(Saved data entries)
══════

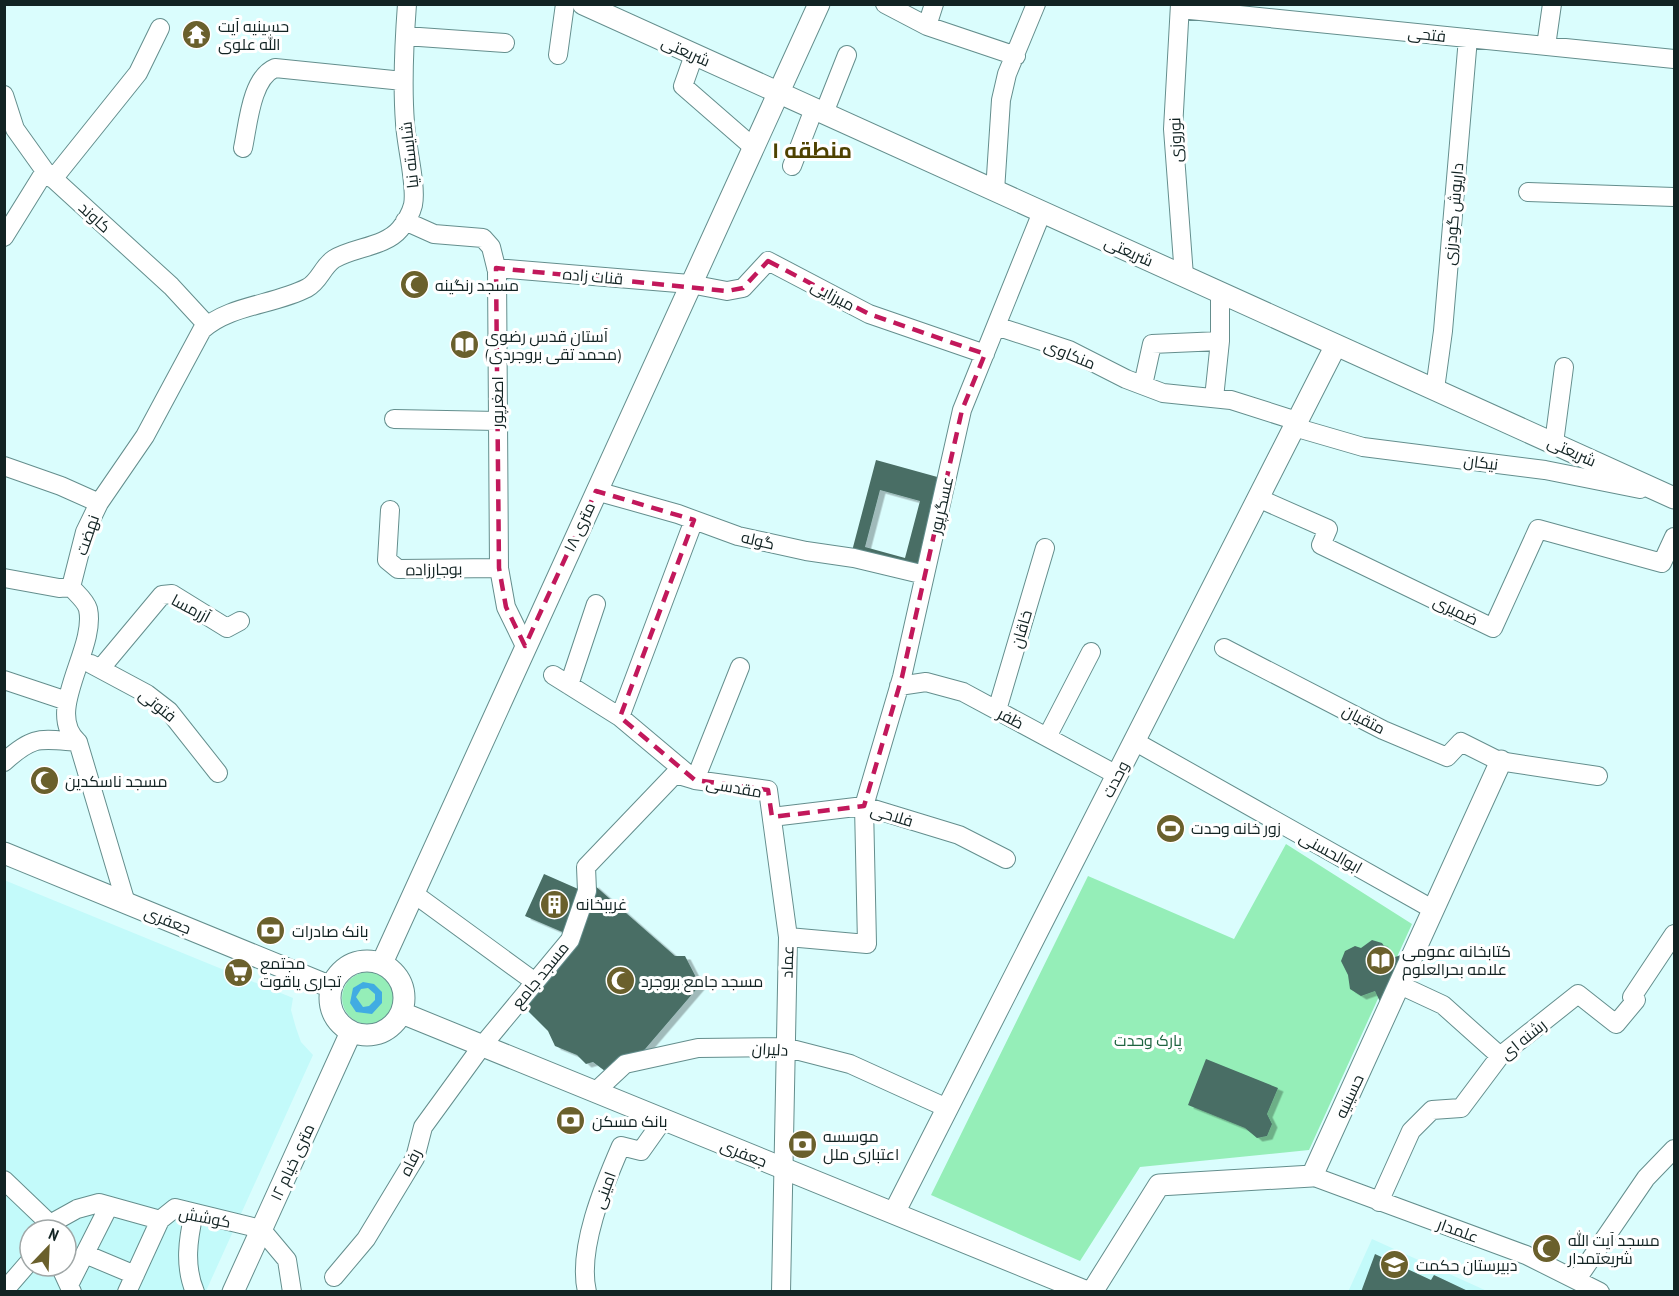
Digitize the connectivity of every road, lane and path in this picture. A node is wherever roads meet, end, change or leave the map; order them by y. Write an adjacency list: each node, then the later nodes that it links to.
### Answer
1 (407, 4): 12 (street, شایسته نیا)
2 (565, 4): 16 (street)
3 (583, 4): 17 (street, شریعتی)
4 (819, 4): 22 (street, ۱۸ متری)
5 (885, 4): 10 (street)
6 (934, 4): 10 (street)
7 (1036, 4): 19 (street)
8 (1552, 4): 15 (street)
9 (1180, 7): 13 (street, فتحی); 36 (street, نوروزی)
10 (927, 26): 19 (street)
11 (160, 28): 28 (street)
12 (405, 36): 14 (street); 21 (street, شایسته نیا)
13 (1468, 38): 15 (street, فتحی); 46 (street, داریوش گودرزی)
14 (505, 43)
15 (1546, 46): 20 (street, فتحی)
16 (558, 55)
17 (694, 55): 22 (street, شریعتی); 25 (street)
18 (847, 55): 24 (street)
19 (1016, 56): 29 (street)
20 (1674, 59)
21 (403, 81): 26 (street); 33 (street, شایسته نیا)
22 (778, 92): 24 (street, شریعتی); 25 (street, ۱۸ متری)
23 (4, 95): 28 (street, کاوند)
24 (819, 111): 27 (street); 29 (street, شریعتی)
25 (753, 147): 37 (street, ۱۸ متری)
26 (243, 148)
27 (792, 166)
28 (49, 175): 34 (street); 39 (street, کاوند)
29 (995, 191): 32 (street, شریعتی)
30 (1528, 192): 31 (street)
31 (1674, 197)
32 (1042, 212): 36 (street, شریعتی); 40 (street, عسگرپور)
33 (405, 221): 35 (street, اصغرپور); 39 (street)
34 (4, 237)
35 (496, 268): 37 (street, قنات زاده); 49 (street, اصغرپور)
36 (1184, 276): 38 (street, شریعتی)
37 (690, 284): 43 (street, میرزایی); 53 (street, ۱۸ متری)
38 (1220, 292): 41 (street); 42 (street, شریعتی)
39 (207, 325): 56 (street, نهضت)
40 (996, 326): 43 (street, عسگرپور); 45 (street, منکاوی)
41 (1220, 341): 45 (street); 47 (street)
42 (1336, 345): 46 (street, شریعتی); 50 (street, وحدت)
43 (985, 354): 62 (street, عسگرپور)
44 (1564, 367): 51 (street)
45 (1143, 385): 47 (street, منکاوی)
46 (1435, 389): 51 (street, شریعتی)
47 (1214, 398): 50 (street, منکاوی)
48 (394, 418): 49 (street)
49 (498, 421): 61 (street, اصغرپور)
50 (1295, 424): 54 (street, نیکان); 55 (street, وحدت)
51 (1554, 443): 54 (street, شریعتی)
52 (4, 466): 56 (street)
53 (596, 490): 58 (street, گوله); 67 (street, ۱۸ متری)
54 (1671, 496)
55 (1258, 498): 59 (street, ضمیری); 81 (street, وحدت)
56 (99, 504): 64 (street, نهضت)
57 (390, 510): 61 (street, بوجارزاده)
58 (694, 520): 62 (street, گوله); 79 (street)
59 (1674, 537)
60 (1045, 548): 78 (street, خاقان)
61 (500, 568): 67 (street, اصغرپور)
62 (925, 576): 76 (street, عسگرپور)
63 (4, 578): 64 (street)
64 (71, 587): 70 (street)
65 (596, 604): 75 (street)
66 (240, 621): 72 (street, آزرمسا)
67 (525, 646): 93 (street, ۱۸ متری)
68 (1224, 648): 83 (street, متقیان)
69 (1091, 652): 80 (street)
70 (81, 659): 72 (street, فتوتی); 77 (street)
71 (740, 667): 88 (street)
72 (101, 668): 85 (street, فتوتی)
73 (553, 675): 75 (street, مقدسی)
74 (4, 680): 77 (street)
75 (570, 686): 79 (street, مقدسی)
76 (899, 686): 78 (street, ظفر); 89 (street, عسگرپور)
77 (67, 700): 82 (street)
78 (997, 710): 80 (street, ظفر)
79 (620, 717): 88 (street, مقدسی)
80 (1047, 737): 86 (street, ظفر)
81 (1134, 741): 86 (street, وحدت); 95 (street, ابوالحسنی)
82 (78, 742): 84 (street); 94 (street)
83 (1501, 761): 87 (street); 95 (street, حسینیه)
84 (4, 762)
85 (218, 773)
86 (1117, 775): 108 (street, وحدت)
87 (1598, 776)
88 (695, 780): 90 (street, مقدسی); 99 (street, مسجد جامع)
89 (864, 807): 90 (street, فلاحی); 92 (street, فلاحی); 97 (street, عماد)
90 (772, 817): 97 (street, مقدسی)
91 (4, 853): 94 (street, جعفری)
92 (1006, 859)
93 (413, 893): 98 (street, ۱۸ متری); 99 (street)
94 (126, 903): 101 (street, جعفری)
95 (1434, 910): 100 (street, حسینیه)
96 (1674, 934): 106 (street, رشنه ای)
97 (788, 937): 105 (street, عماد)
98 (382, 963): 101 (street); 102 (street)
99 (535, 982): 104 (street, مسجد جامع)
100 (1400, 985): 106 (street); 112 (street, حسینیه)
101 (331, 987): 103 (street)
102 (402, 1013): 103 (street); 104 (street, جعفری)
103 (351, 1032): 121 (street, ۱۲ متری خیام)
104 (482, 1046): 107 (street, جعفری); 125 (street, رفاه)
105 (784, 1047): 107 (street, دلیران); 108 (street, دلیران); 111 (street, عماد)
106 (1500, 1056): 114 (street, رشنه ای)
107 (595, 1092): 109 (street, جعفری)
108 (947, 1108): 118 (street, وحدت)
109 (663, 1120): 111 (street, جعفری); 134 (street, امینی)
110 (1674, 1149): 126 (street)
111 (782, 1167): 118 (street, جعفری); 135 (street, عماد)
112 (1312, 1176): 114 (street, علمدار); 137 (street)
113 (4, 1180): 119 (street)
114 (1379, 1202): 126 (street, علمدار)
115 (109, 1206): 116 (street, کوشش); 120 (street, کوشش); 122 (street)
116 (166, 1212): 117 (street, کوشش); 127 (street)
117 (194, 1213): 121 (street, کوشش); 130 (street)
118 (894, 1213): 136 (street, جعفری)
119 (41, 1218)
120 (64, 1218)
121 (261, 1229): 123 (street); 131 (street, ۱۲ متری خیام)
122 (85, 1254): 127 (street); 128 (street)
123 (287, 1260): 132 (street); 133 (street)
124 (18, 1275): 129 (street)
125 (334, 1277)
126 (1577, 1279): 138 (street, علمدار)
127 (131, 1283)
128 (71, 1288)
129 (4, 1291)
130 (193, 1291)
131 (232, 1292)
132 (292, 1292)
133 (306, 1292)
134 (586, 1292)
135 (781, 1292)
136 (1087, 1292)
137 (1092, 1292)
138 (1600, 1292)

══════

Output nothing but the records, word for word, and none of their pictures.

▶ **SOLUTION BELOW**:
Digitize the connectivity of every road, lane and path in this picture. A node is wherever roads meet, end, change or leave the map; order them by y. Write an adjacency list: each node, then the later nodes that it links to.
### Answer
1 (407, 4): 12 (street, شایسته نیا)
2 (565, 4): 16 (street)
3 (583, 4): 17 (street, شریعتی)
4 (819, 4): 22 (street, ۱۸ متری)
5 (885, 4): 10 (street)
6 (934, 4): 10 (street)
7 (1036, 4): 19 (street)
8 (1552, 4): 15 (street)
9 (1180, 7): 13 (street, فتحی); 36 (street, نوروزی)
10 (927, 26): 19 (street)
11 (160, 28): 28 (street)
12 (405, 36): 14 (street); 21 (street, شایسته نیا)
13 (1468, 38): 15 (street, فتحی); 46 (street, داریوش گودرزی)
14 (505, 43)
15 (1546, 46): 20 (street, فتحی)
16 (558, 55)
17 (694, 55): 22 (street, شریعتی); 25 (street)
18 (847, 55): 24 (street)
19 (1016, 56): 29 (street)
20 (1674, 59)
21 (403, 81): 26 (street); 33 (street, شایسته نیا)
22 (778, 92): 24 (street, شریعتی); 25 (street, ۱۸ متری)
23 (4, 95): 28 (street, کاوند)
24 (819, 111): 27 (street); 29 (street, شریعتی)
25 (753, 147): 37 (street, ۱۸ متری)
26 (243, 148)
27 (792, 166)
28 (49, 175): 34 (street); 39 (street, کاوند)
29 (995, 191): 32 (street, شریعتی)
30 (1528, 192): 31 (street)
31 (1674, 197)
32 (1042, 212): 36 (street, شریعتی); 40 (street, عسگرپور)
33 (405, 221): 35 (street, اصغرپور); 39 (street)
34 (4, 237)
35 (496, 268): 37 (street, قنات زاده); 49 (street, اصغرپور)
36 (1184, 276): 38 (street, شریعتی)
37 (690, 284): 43 (street, میرزایی); 53 (street, ۱۸ متری)
38 (1220, 292): 41 (street); 42 (street, شریعتی)
39 (207, 325): 56 (street, نهضت)
40 (996, 326): 43 (street, عسگرپور); 45 (street, منکاوی)
41 (1220, 341): 45 (street); 47 (street)
42 (1336, 345): 46 (street, شریعتی); 50 (street, وحدت)
43 (985, 354): 62 (street, عسگرپور)
44 (1564, 367): 51 (street)
45 (1143, 385): 47 (street, منکاوی)
46 (1435, 389): 51 (street, شریعتی)
47 (1214, 398): 50 (street, منکاوی)
48 (394, 418): 49 (street)
49 (498, 421): 61 (street, اصغرپور)
50 (1295, 424): 54 (street, نیکان); 55 (street, وحدت)
51 (1554, 443): 54 (street, شریعتی)
52 (4, 466): 56 (street)
53 (596, 490): 58 (street, گوله); 67 (street, ۱۸ متری)
54 (1671, 496)
55 (1258, 498): 59 (street, ضمیری); 81 (street, وحدت)
56 (99, 504): 64 (street, نهضت)
57 (390, 510): 61 (street, بوجارزاده)
58 (694, 520): 62 (street, گوله); 79 (street)
59 (1674, 537)
60 (1045, 548): 78 (street, خاقان)
61 (500, 568): 67 (street, اصغرپور)
62 (925, 576): 76 (street, عسگرپور)
63 (4, 578): 64 (street)
64 (71, 587): 70 (street)
65 (596, 604): 75 (street)
66 (240, 621): 72 (street, آزرمسا)
67 (525, 646): 93 (street, ۱۸ متری)
68 (1224, 648): 83 (street, متقیان)
69 (1091, 652): 80 (street)
70 (81, 659): 72 (street, فتوتی); 77 (street)
71 (740, 667): 88 (street)
72 (101, 668): 85 (street, فتوتی)
73 (553, 675): 75 (street, مقدسی)
74 (4, 680): 77 (street)
75 (570, 686): 79 (street, مقدسی)
76 (899, 686): 78 (street, ظفر); 89 (street, عسگرپور)
77 (67, 700): 82 (street)
78 (997, 710): 80 (street, ظفر)
79 (620, 717): 88 (street, مقدسی)
80 (1047, 737): 86 (street, ظفر)
81 (1134, 741): 86 (street, وحدت); 95 (street, ابوالحسنی)
82 (78, 742): 84 (street); 94 (street)
83 (1501, 761): 87 (street); 95 (street, حسینیه)
84 (4, 762)
85 (218, 773)
86 (1117, 775): 108 (street, وحدت)
87 (1598, 776)
88 (695, 780): 90 (street, مقدسی); 99 (street, مسجد جامع)
89 (864, 807): 90 (street, فلاحی); 92 (street, فلاحی); 97 (street, عماد)
90 (772, 817): 97 (street, مقدسی)
91 (4, 853): 94 (street, جعفری)
92 (1006, 859)
93 (413, 893): 98 (street, ۱۸ متری); 99 (street)
94 (126, 903): 101 (street, جعفری)
95 (1434, 910): 100 (street, حسینیه)
96 (1674, 934): 106 (street, رشنه ای)
97 (788, 937): 105 (street, عماد)
98 (382, 963): 101 (street); 102 (street)
99 (535, 982): 104 (street, مسجد جامع)
100 (1400, 985): 106 (street); 112 (street, حسینیه)
101 (331, 987): 103 (street)
102 (402, 1013): 103 (street); 104 (street, جعفری)
103 (351, 1032): 121 (street, ۱۲ متری خیام)
104 (482, 1046): 107 (street, جعفری); 125 (street, رفاه)
105 (784, 1047): 107 (street, دلیران); 108 (street, دلیران); 111 (street, عماد)
106 (1500, 1056): 114 (street, رشنه ای)
107 (595, 1092): 109 (street, جعفری)
108 (947, 1108): 118 (street, وحدت)
109 (663, 1120): 111 (street, جعفری); 134 (street, امینی)
110 (1674, 1149): 126 (street)
111 (782, 1167): 118 (street, جعفری); 135 (street, عماد)
112 (1312, 1176): 114 (street, علمدار); 137 (street)
113 (4, 1180): 119 (street)
114 (1379, 1202): 126 (street, علمدار)
115 (109, 1206): 116 (street, کوشش); 120 (street, کوشش); 122 (street)
116 (166, 1212): 117 (street, کوشش); 127 (street)
117 (194, 1213): 121 (street, کوشش); 130 (street)
118 (894, 1213): 136 (street, جعفری)
119 (41, 1218)
120 (64, 1218)
121 (261, 1229): 123 (street); 131 (street, ۱۲ متری خیام)
122 (85, 1254): 127 (street); 128 (street)
123 (287, 1260): 132 (street); 133 (street)
124 (18, 1275): 129 (street)
125 (334, 1277)
126 (1577, 1279): 138 (street, علمدار)
127 (131, 1283)
128 (71, 1288)
129 (4, 1291)
130 (193, 1291)
131 (232, 1292)
132 (292, 1292)
133 (306, 1292)
134 (586, 1292)
135 (781, 1292)
136 (1087, 1292)
137 (1092, 1292)
138 (1600, 1292)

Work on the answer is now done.